To: TobagoJack who wrote (31843)4/18/2003 9:34:38 PM
From: energyplay  Read Replies (1) | Respond to of 74559
 
What does Fernandez want ? A bigger defense budget.

Might even signal to his Chinese counterpart that there should be some apppropriate mutual saber rattling before their next budget cycle.

Ray should actually comment on this.

India has a real threat from Pakistan, and possibly much of the Muslim world. They also need to worry long term about a global hegemon, the US. China would tend to be further down on the list, unless it allied more strongly with Pakistan or the US moved to isolation and China became much more aggresive in regional expansion.

Biggest long term issue between China and India would be Burma. Pulling Burma into China's orbit would open up a closer outlet to the sea for much of Southern China, and also improve China's regional defense posture.



To: TobagoJack who wrote (31843)4/19/2003 12:51:04 AM
From: que seria  Respond to of 74559
 
Jay, your point about travel applies to the U.S. market too.

Folks are speculating that companies may discover through the current situation that one can do business without traveling, and therefore travel (business/commercial) may take a long time to recover; forget tourism for a few years, because the bad global economy will take over from the horrid SARS episode.

I don't see a big SARS impact in the U.S. yet, in terms of the willingness to travel, but it will happen if the virus spreads. Meanwhile, we are much farther advanced than your part of the world on the non-disease-induced (i.e., purely financial) decay of the business and consumer demand that nourishes airlines and hotels. Investment implications? Short a proxy for North American travel, if you're in this market.

There is no such thing as a "safe short" in this casino market, but looking at the indicators I think USAI could present a wonderful short quite soon.

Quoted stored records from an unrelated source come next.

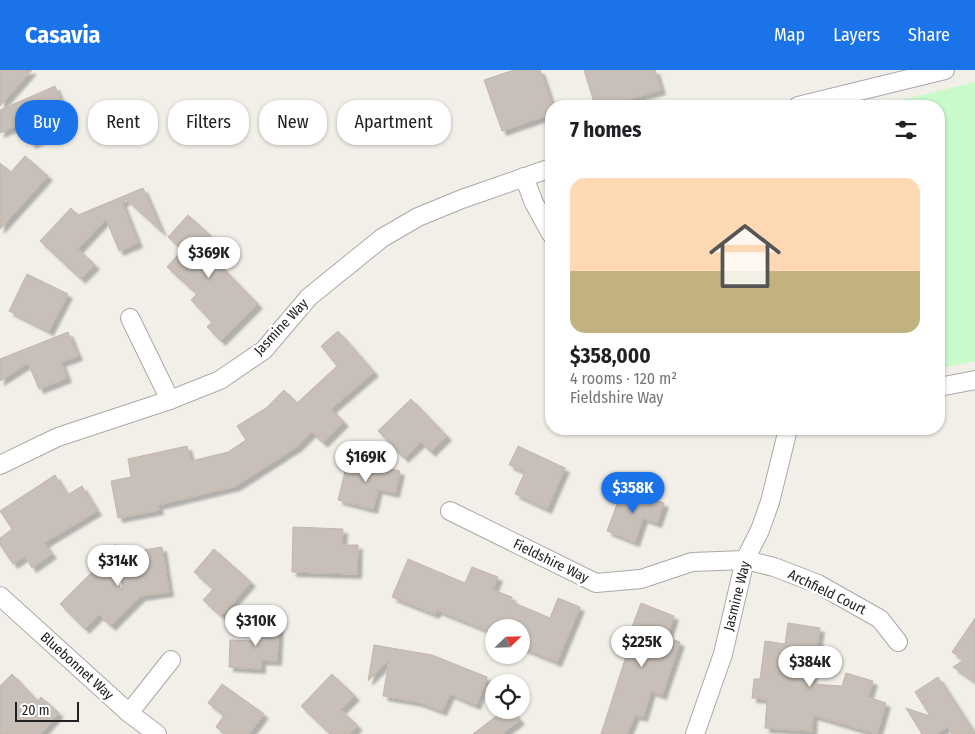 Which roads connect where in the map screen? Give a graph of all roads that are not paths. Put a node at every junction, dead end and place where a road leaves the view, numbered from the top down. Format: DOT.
graph roads {
  1 [pos="945,70"];
  2 [pos="822,100"];
  3 [pos="545,170"];
  4 [pos="524,177"];
  5 [pos="545,223"];
  6 [pos="130,318"];
  7 [pos="975,380"];
  8 [pos="945,385"];
  9 [pos="170,400"];
  10 [pos="787,435"];
  11 [pos="0,466"];
  12 [pos="450,511"];
  13 [pos="745,560"];
  14 [pos="0,596"];
  15 [pos="898,642"];
  16 [pos="171,660"];
  17 [pos="129,713"];
  18 [pos="157,734"];
  19 [pos="695,734"];
  1 -- 2 [label="street"];
  3 -- 4 [label="street, Jasmine Way"];
  4 -- 5 [label="street"];
  4 -- 9 [label="street, Jasmine Way"];
  6 -- 9 [label="street"];
  7 -- 8 [label="street"];
  9 -- 11 [label="street, Jasmine Way"];
  10 -- 13 [label="street, Jasmine Way"];
  12 -- 13 [label="street, Fieldshire Way"];
  13 -- 15 [label="street, Archfield Court"];
  13 -- 19 [label="street, Jasmine Way"];
  14 -- 17 [label="street, Bluebonnet Way"];
  16 -- 17 [label="street"];
  17 -- 18 [label="street, Bluebonnet Way"];
}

For now, though, it is a mo-mo stock and is in a strong uptrend:

stockcharts.com[r,a]wbclyiay[pc13!c26!b200!i!f][vc60][iub14!uk14!lc5!la12,26,9!lp14,3,3!lf!ll14][J11144721,Y]&listNum=9

Buying puts before earnings come out (early May?) seems a reasonable speculation, if you ever buy puts. Collecting premium is usually better, but I don't see how USAI's revenue growth can hold up in this environment. Surely it won't be Home Shopping Network's earnings that does it for USAI? Expedia is a wonderful website, and taking market share in the online travel space, which itself is growing. Rooms.com has done well. Strong performance seems priced in to USAI stock, which to me leaves it ripe for disappointment if it has less than stellar results in just one quarter. They'll try to keep guidance strong now that the hot part of the war is over and summer is about here.

I'm actually long USAI via LEAPS (long strike 30 calls/short strike 20 puts), but for the short term I've got May and July USAI puts and am outright short EXPE. It is tracking USAI's price due to the pending purchase by EXPE's majority owner USAI of the remaining EXPE shares it doesn't already own (paid in USAI stock). I may get stopped out Monday on my EXPE if USAI keeps rising.

I was too early on EXPE, as usual. It is hard to find a travel stock that has held up enough to justify shorting.



To: TobagoJack who wrote (31843)4/19/2003 2:29:51 PM
From: smolejv@gmx.net  Respond to of 74559
 
I like point c - a delta pulse of something (SARS in this case) pushing the industry into a different orbit. And d - so much talk about liquidity. But what about liquidity of human interaction? QED.